Masitinib is an orally administered tyrosine kinase inhibitor that is used for treating mastocytosis. This compound has shown promising results in animal models of ALS with SOD1‐G93A mutations. The interest in using masitinib for ALS stems from its ability to protect neurons through its immunomodulatory properties. It specifically targets activated microglia and mast cell activity in both the central and peripheral nervous systems, thereby exerting a neuroprotective effect.
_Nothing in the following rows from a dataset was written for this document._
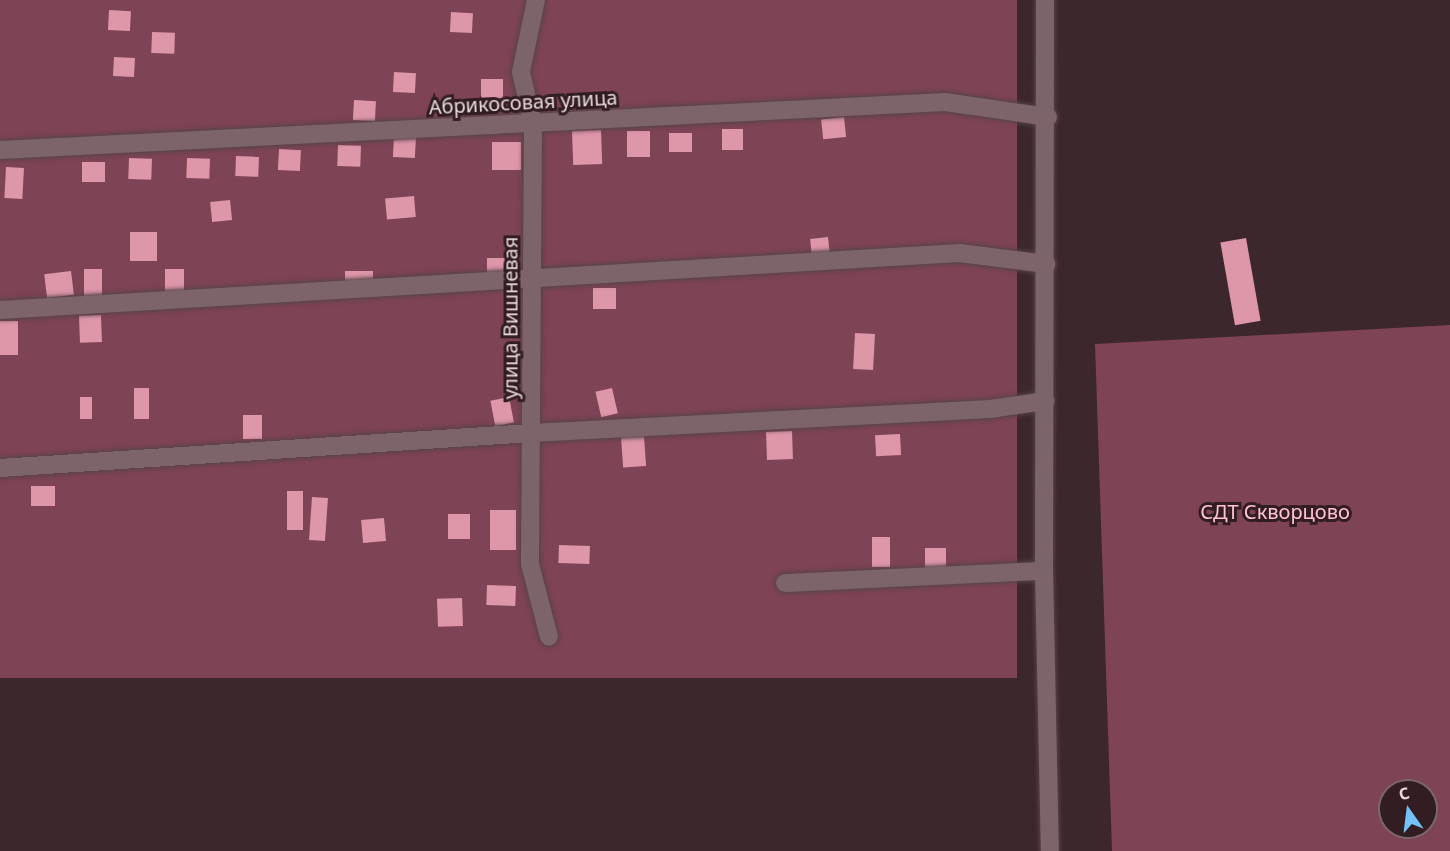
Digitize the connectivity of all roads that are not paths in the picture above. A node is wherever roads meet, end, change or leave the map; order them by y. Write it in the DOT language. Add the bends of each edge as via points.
graph roads {
  1 [pos="536,0"];
  2 [pos="1045,0"];
  3 [pos="1048,117"];
  4 [pos="533,125"];
  5 [pos="0,150"];
  6 [pos="1046,264"];
  7 [pos="532,278"];
  8 [pos="0,310"];
  9 [pos="1045,401"];
  10 [pos="531,433"];
  11 [pos="0,468"];
  12 [pos="1044,571"];
  13 [pos="785,583"];
  14 [pos="549,637"];
  15 [pos="1050,851"];
  1 -- 4 [label="street, улица Вишневая" via="521,72"];
  2 -- 3 [label="street"];
  3 -- 4 [label="street, Абрикосовая улица" via="945,102"];
  3 -- 6 [label="street"];
  4 -- 5 [label="street, Абрикосовая улица"];
  4 -- 7 [label="street, улица Вишневая"];
  6 -- 7 [label="street" via="959,253"];
  6 -- 9 [label="street"];
  7 -- 8 [label="street"];
  7 -- 10 [label="street, улица Вишневая"];
  9 -- 10 [label="street" via="979,410"];
  9 -- 12 [label="street"];
  10 -- 11 [label="street"];
  10 -- 14 [label="street, улица Вишневая" via="531,564"];
  12 -- 13 [label="street"];
  12 -- 15 [label="street"];
}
One notable study among several publications investigating masitinib in ALS was a double‐blind, placebo‐controlled, randomized phase 2/3 study. This study involved 394 patients who were either given riluzole (100 mg/day) plus placebo or masitinib at doses of 4.5 or 3.0 mg/kg/day. The positive results obtained from this study prompted the suggestion that a larger study be conducted. The primary endpoint of the study was to measure the decline in the ALS Functional Rating Scale‐Revised (ALSFRS‐R) score over the course of 48 weeks [4, 35].

Deferiprone

There is sufficient literature supporting the involvement of iron in neuron degenerative diseases, particularly in ALS. Iron is described as a cofactor for several enzymes involved in the functioning of motor neurons, including mitochondrial aerobic metabolism. Furthermore, studies have shown increased levels of serum iron, ferritin, and transferrin in ALS patients compared to healthy individuals. Postmortem studies have also indicated the accumulation of iron in the central motor tract of ALS patients, which has strengthened the hypothesis of iron's role in ALS.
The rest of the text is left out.